··· DATA TO EXAMINE

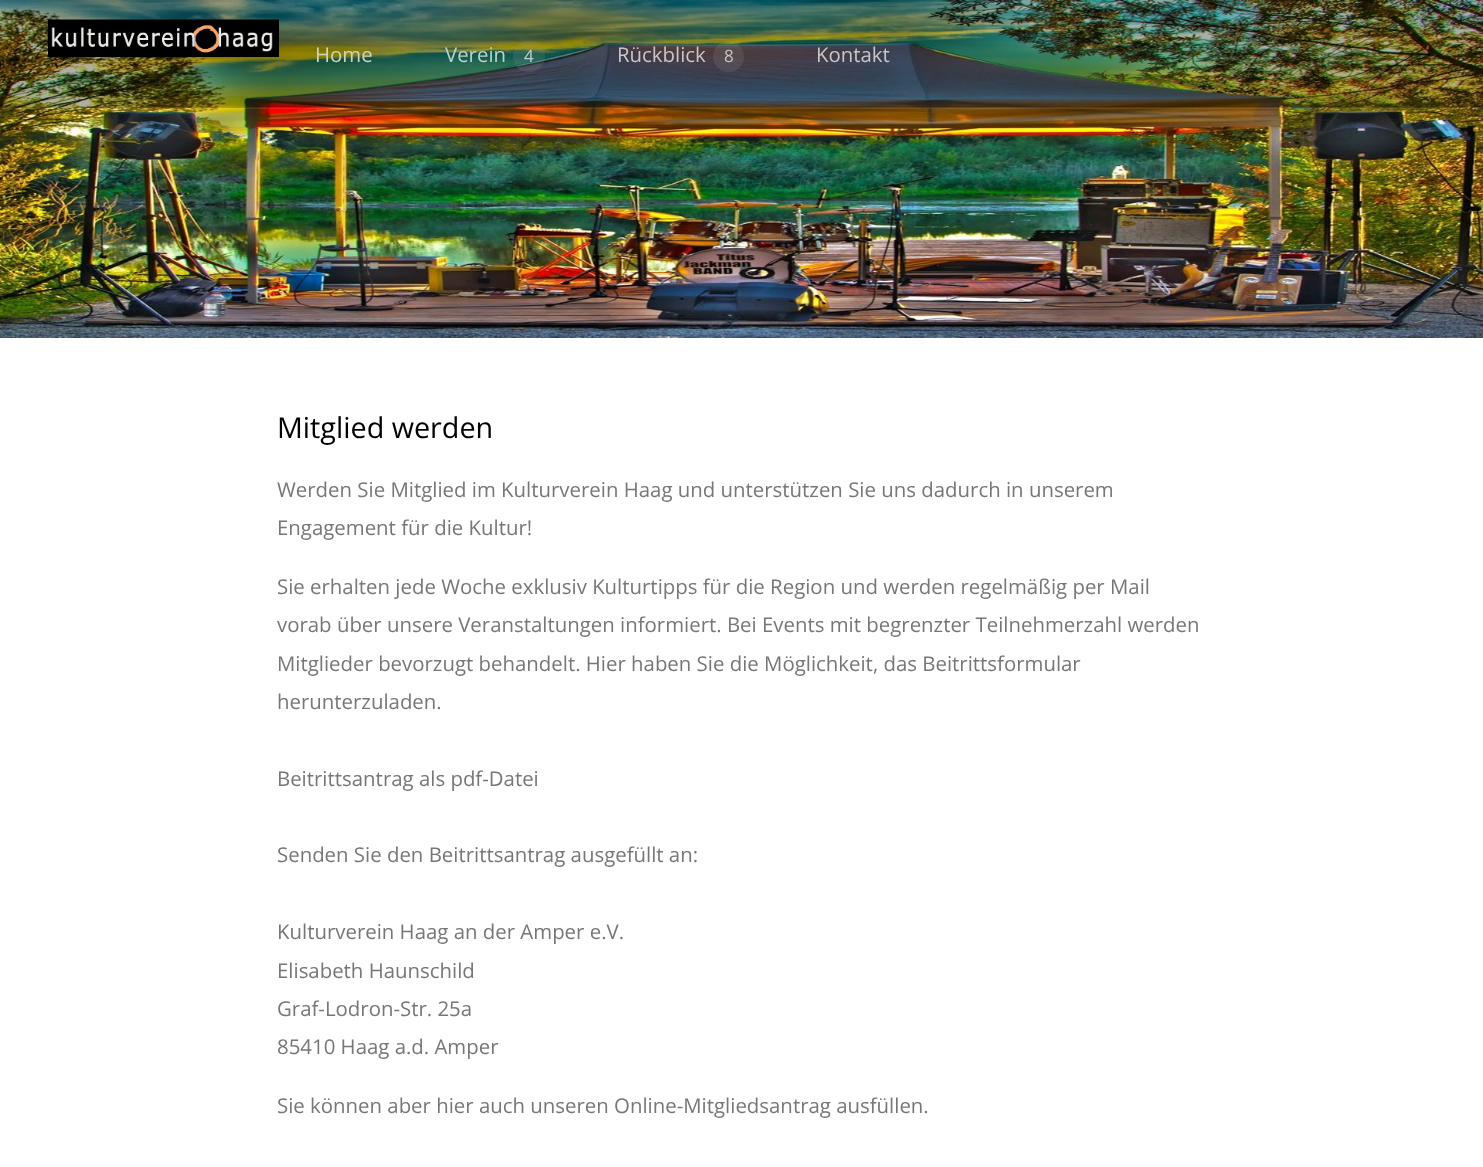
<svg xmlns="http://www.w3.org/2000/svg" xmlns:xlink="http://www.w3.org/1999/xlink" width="1483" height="1167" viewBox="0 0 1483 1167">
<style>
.cls-1{font:20.4px Open Sans;fill:#d0d4bc}
.cls-2{font:20.4px Open Sans;fill:#bed0c9}
.cls-3{font:17px Open Sans;fill:#bed0c9}
.cls-4{font:20.4px Open Sans;fill:#c8c5c7}
.cls-5{font:17px Open Sans;fill:#c8c5c7}
.cls-6{font:28.75px Open Sans;fill:#000000}
.cls-7{font:20.4px Open Sans;fill:#777777}
</style>
<rect width="100%" height="100%" fill="#ffffff"/>
<image xlink:href="image1.png" x="0" y="0" width="1483" height="338"/>
<rect fill="#000000" fill-opacity="0.3" x="0" y="0" width="1483" height="108"/>
<rect fill="#000000" fill-opacity="0.05" x="0" y="0" width="1483" height="2"/>
<rect fill="#ffffff" fill-opacity="0.09" x="0" y="107" width="1483" height="2"/>
<image xlink:href="image0.png" x="48" y="19" width="231" height="38"/>
<rect fill="#999999" fill-opacity="0.17" x="513" y="41" width="32" height="31" rx="15.5"/>
<circle fill="#999999" fill-opacity="0.17" cx="728.5" cy="56.5" r="15.5"/>
<text class="cls-1" x="315" y="62">Home</text>
<text class="cls-2" x="445" y="62">Verein</text>
<text class="cls-3" x="524" y="62">4</text>
<text class="cls-4" x="617" y="62">Rückblick</text>
<text class="cls-5" x="724" y="62">8</text>
<text class="cls-4" x="816" y="62">Kontakt</text>
<text class="cls-6" x="277" y="438">Mitglied werden</text>
<text class="cls-7"><tspan x="277" y="497">Werden Sie Mitglied im Kulturverein Haag und unterstützen Sie uns dadurch in unserem</tspan><tspan x="277" y="535">Engagement für die Kultur!</tspan></text>
<text class="cls-7"><tspan x="277" y="594">Sie erhalten jede Woche exklusiv Kulturtipps für die Region und werden regelmäßig per Mail</tspan><tspan x="277" y="632">vorab über unsere Veranstaltungen informiert. Bei Events mit begrenzter Teilnehmerzahl werden</tspan><tspan x="277" y="671">Mitglieder bevorzugt behandelt. Hier haben Sie die Möglichkeit, das Beitrittsformular</tspan><tspan x="277" y="709">herunterzuladen.</tspan></text>
<text class="cls-7" x="277" y="786">Beitrittsantrag als pdf-Datei</text>
<text class="cls-7" x="277" y="862">Senden Sie den Beitrittsantrag ausgefüllt an:</text>
<text class="cls-7"><tspan x="277" y="939">Kulturverein Haag an der Amper e.V.</tspan><tspan x="277" y="978">Elisabeth Haunschild</tspan><tspan x="277" y="1016">Graf-Lodron-Str. 25a</tspan><tspan x="277" y="1054">85410 Haag a.d. Amper</tspan></text>
<text class="cls-7" x="277" y="1113">Sie können aber hier auch unseren Online-Mitgliedsantrag ausfüllen.</text>
</svg>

······

PROBLEM DETAILS
Collect each line above holding the string "font".

SOLUTION TO THE PROBLEM
.cls-1{font:20.4px Open Sans;fill:#d0d4bc}
.cls-2{font:20.4px Open Sans;fill:#bed0c9}
.cls-3{font:17px Open Sans;fill:#bed0c9}
.cls-4{font:20.4px Open Sans;fill:#c8c5c7}
.cls-5{font:17px Open Sans;fill:#c8c5c7}
.cls-6{font:28.75px Open Sans;fill:#000000}
.cls-7{font:20.4px Open Sans;fill:#777777}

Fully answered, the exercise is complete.